New York City’s First Life Plan Community Takes Shape on RiverSpring Campus

New York City is experiencing an influx of new senior living options, with high-profile luxury communities coming online in Brooklyn and Manhattan. Further north in the Bronx, the city will also add another option: its first life plan community.

Covid-19 is not deterring RiverSpring Health’s plans to build the first life plan community in the Big Apple. In fact, the Riverdale, New York-based provider is achieving forward momentum with the River’s Edge project on its Bronx campus.

RiverSpring Health collected 263 priority deposits for the latest phase of River’s Edge, a 270-unit independent living apartment building, and is awaiting approval from the New York Legislature to convert those into the necessary deposits to pursue construction, President and CEO Dan Reingold told Senior Housing News.


Priority deposit velocity has held steady during the pandemic. Reingold acknowledged that four prospective residents requested their money back, but RiverSpring Health received new priority deposits from three other prospects.

River’s Edge has been in the works for nearly a decade. Nine years ago, RiverSpring Health bought a 14-acre parcel of land adjacent to its existing 18-acre campus, which is already home to an assisted living facility that was repurposed from a skilled nursing facility. The nonprofit provider gradually contracted its skilled nursing exposure in recent years as part of a strategic plan to better fulfill its mission.

“We were too dependent on nursing homes which, under Medicaid, was a very difficult business plan to break even, let alone be profitable,” Reingold said.


Two other pillars of the strategic plan involve developing an appetite for risk, by creating capitated managed long-term care, and building and expanding RiverSpring Health’s independent living cohort. In addition to the planned apartment building, the provider operates subsidized and middle-income apartments for seniors age 62 and older, with supportive living services. One of the projects was co-developed by Foxy Management, a Bronx-based developer and property management company.

RiverSpring Health’s actions changed the mix of its living units from 80% skilled nursing to a 50-50 balance between nursing beds and senior living.

The planned independent living building will include 270 units in one- and two-bedroom models. RiverSpring Health recently announced it is working with Rottet Studio, a global architecture and design firm specializing in residential and hospitality projects and a reputation for innovation. The pandemic spurred Rottet and RiverSpring Health to amend design plans, to strike a balance between heightened safety and sanitation protocols with upscale finishes and features that prospective residents expect.

Courtesy of RiverSpring Health
Renowned architecture and design firm, Rottet Studio, is bringing its extensive experience in hospitality to River’s Edge.

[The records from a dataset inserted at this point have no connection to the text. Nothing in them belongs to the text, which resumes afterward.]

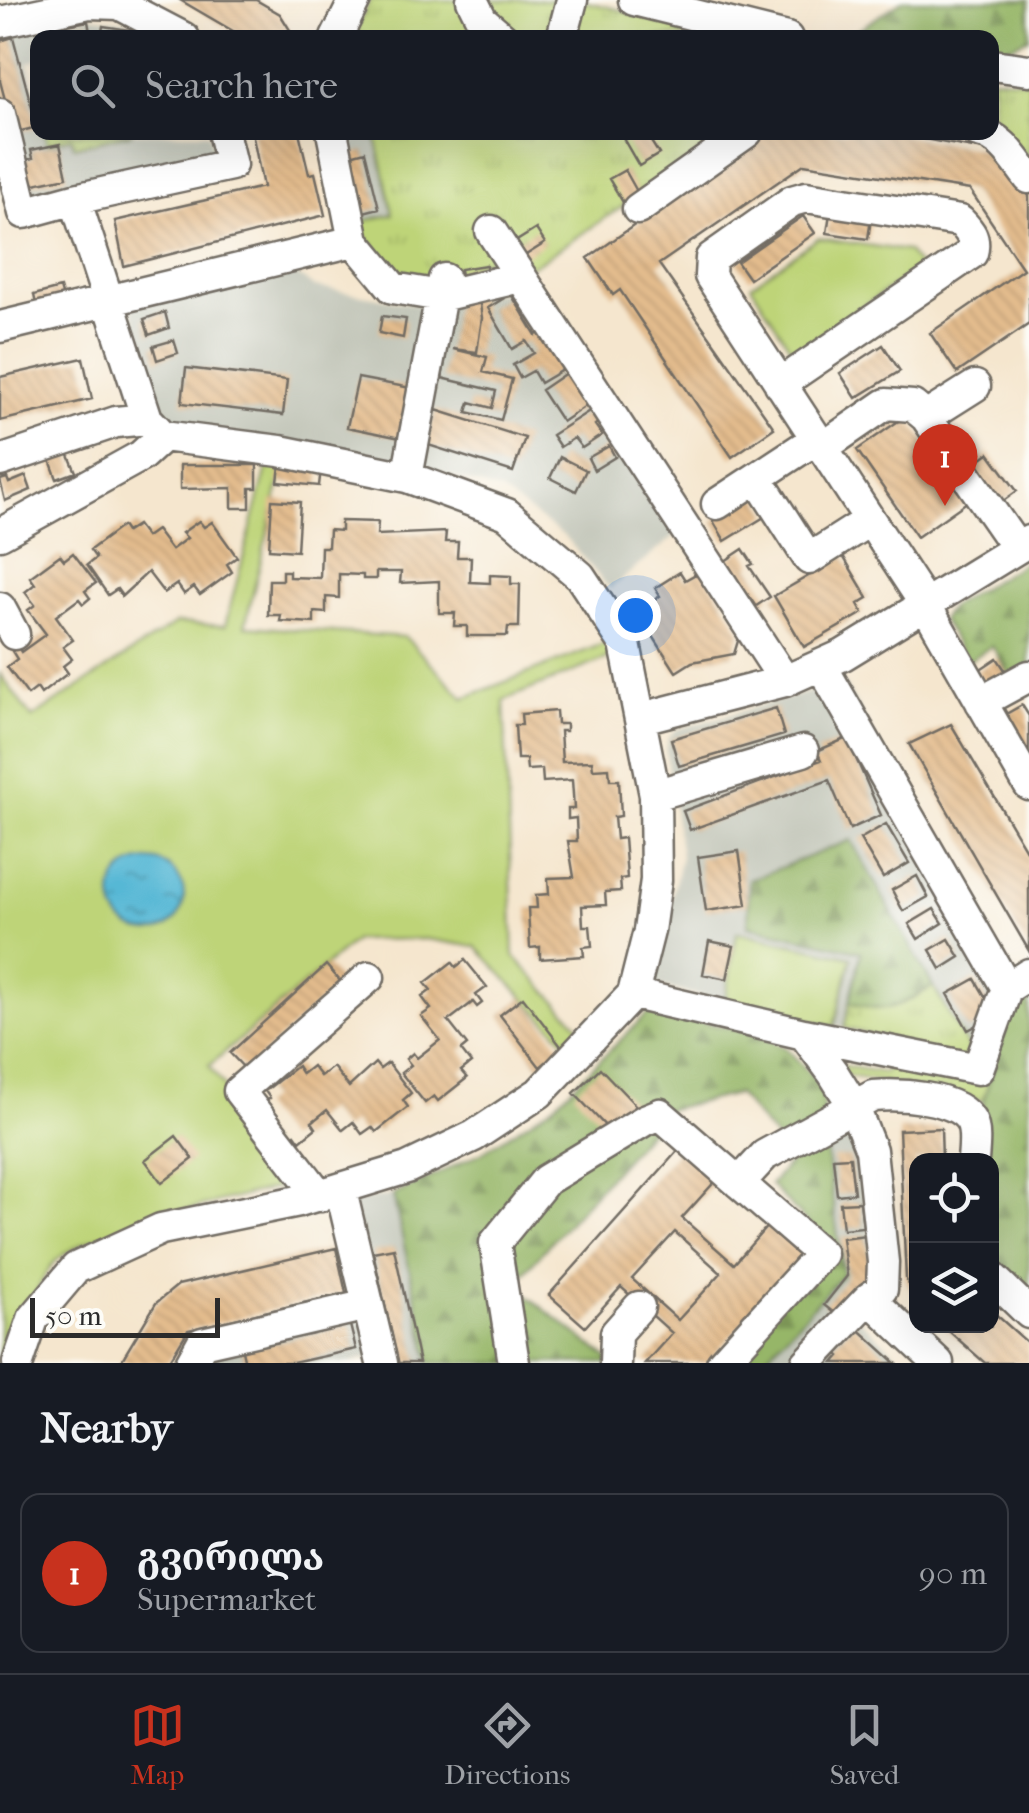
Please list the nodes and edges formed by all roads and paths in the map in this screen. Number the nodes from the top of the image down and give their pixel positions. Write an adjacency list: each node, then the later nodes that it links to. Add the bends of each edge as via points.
1 (355, 0): 7 (street)
2 (472, 0): 8 (street)
3 (572, 0): 9 (street)
4 (634, 0): 10 (street)
5 (0, 22): 6 (street, via 89,3 119,4)
6 (169, 30)
7 (340, 30)
8 (494, 30)
9 (564, 30)
10 (755, 30)
11 (0, 114): 17 (street, via 24,212)
12 (225, 140): 17 (street, via 231,165)
13 (334, 140): 20 (street)
14 (732, 140): 18 (street)
15 (996, 140): 16 (street)
16 (1029, 178)
17 (75, 200): 23 (street)
18 (638, 209)
19 (491, 232): 21 (street)
20 (354, 241): 22 (street, via 393,288); 23 (street)
21 (521, 277): 22 (street); 40 (street)
22 (443, 287): 31 (street)
23 (107, 300): 24 (street); 28 (street)
24 (0, 327)
25 (780, 384): 25 (street, via 972,253 971,233 960,221 806,197 711,258 710,276); 29 (street)
26 (975, 386): 27 (street)
27 (926, 417): 29 (street, via 913,406 886,404); 36 (street)
28 (155, 428): 30 (street, via 116,422); 31 (street); 35 (street, via 141,456)
29 (819, 444): 32 (street); 34 (street)
30 (0, 461)
31 (406, 476): 42 (street, via 507,514 580,576 625,644)
32 (757, 478): 33 (street); 34 (street, via 809,559)
33 (718, 504)
34 (870, 520): 37 (street)
35 (0, 534)
36 (1023, 544): 37 (street)
37 (925, 604): 38 (street); 41 (street)
38 (820, 665): 40 (street); 47 (street)
39 (1029, 676): 41 (street)
40 (786, 681): 42 (street)
41 (981, 702): 44 (street)
42 (642, 718): 45 (street)
43 (803, 751): 45 (street)
44 (1029, 785)
45 (655, 795): 48 (street, via 656,880)
46 (369, 978): 53 (street, via 240,1091)
47 (1018, 981): 49 (street, via 978,1068)
48 (632, 994): 49 (street); 53 (street, via 539,1093 474,1136)
49 (804, 1034): 50 (street)
50 (852, 1106): 51 (street, via 893,1094 952,1104 974,1125); 52 (street, via 765,1155); 55 (street, via 871,1150 883,1262 882,1289)
51 (974, 1153)
52 (740, 1183): 62 (street, via 660,1114 546,1180 495,1244); 64 (street, via 821,1254)
53 (331, 1194): 56 (street); 59 (street, via 160,1230 76,1268 33,1319)
54 (999, 1284): 58 (street)
55 (868, 1298): 65 (street); 66 (street)
56 (368, 1305): 60 (street, via 202,1343); 61 (street)
57 (639, 1307): 63 (street, via 616,1333)
58 (1029, 1313)
59 (18, 1363)
60 (191, 1363)
61 (382, 1363)
62 (514, 1363)
63 (615, 1363)
64 (722, 1363)
65 (807, 1363)
66 (938, 1363)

River’s Edge will also dive deep into health and wellness. Its art and cultural offerings will feature educational programming from partners Wave Hill, Carnegie Hall, the Jewish Museum and New York Historical Society. And RiverSpring Health is considering having a room for the use of medical cannabis, which is permitted in New York State. The provider has used medical marijuana in its long-term care facility for the past four and a half years, and is regarded as one of the nation’s leaders in studying the use of medical cannabis in an older adult population.

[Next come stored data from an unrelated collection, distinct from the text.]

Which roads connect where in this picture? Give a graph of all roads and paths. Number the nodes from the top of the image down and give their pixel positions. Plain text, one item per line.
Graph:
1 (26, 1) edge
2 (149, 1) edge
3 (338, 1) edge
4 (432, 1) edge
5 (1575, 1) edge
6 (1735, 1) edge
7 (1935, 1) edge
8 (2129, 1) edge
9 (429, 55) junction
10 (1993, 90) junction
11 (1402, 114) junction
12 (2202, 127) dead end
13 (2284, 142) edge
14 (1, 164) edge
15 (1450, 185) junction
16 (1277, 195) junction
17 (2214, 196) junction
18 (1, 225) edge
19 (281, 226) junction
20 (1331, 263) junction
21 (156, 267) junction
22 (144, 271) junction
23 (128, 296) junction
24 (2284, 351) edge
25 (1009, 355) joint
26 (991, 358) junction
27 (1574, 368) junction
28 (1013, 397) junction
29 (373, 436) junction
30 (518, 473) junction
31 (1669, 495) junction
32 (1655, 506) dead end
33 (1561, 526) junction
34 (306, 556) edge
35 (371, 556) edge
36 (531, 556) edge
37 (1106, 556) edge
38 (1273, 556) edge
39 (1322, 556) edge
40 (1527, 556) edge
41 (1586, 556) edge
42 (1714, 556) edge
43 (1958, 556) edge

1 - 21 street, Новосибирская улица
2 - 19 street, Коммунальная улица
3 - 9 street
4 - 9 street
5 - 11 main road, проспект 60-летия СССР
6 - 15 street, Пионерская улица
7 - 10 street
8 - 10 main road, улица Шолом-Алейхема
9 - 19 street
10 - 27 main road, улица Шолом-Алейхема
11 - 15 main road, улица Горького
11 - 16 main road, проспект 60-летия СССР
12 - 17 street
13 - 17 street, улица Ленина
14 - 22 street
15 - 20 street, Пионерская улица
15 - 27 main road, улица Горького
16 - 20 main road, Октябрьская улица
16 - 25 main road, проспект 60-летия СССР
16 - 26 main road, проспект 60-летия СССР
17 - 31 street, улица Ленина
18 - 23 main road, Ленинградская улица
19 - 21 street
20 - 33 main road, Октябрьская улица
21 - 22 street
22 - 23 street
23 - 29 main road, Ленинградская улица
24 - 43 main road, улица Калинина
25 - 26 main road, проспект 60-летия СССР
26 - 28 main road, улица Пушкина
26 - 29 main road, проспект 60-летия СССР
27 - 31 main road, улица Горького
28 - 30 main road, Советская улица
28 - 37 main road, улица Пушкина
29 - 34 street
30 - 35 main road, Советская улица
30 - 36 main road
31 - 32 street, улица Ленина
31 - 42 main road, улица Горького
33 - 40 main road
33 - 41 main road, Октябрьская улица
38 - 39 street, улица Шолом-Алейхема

Reingold believes that this will be another selling point for seniors considering a move to River’s Edge.

“It’s been a draw. People want to know that we’re a forward thinking organization,” he said. “I think that any organization that’s dealing with older adults right now has to look at medical cannabis as an option.”

RiverSpring’s move to create a life plan community in some ways bucks recent trends among nonprofit senior living organizations.

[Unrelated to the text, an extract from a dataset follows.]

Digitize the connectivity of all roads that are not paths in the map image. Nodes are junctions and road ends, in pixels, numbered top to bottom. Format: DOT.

Rather than going through the often prolonged and expensive process of building new life plan communities, this segment of the industry focused on growth through affiliation, and diversifying service lines to provide care for seniors off campus. The affiliation trend exploded in 2019 — 25 providers grew through affiliations last year, according to data from the 17th annual LZ 200 list of nonprofit providers from industry association LeadingAge and investment bank Ziegler, which was released last month.

While RiverSpring has an easier path to creating a life plan community than some other organizations, thanks to its existing assisted living and skilled nursing buildings, there are other impediments to overcome.

New York state has some of the most stringent guidelines to licensing life plan communities. The New York Department of Health mandates that 50% of a life plan community’s units must be pre-sold before construction can begin. The agency must also give its approval before a provider can begin marketing a community to prospective residents.

The obstacles have led some developers to build life plan community lookalikes, where active adult or independent living communities are built adjacent to assisted living facilities. One developer, Engel Burman Group, has streamlined this trend on Long Island and is searching for opportunities in new markets for the model.

But despite these challenges, Reingold believes that the time is right for River’s Edge, as older adults will appreciate the benefits of social engagement and health care capabilities in light of the pandemic.

“We’ve had some sleepless nights, but I actually think that Covid-19 is really underscoring the importance of this kind of a product in the New York City market,” he said.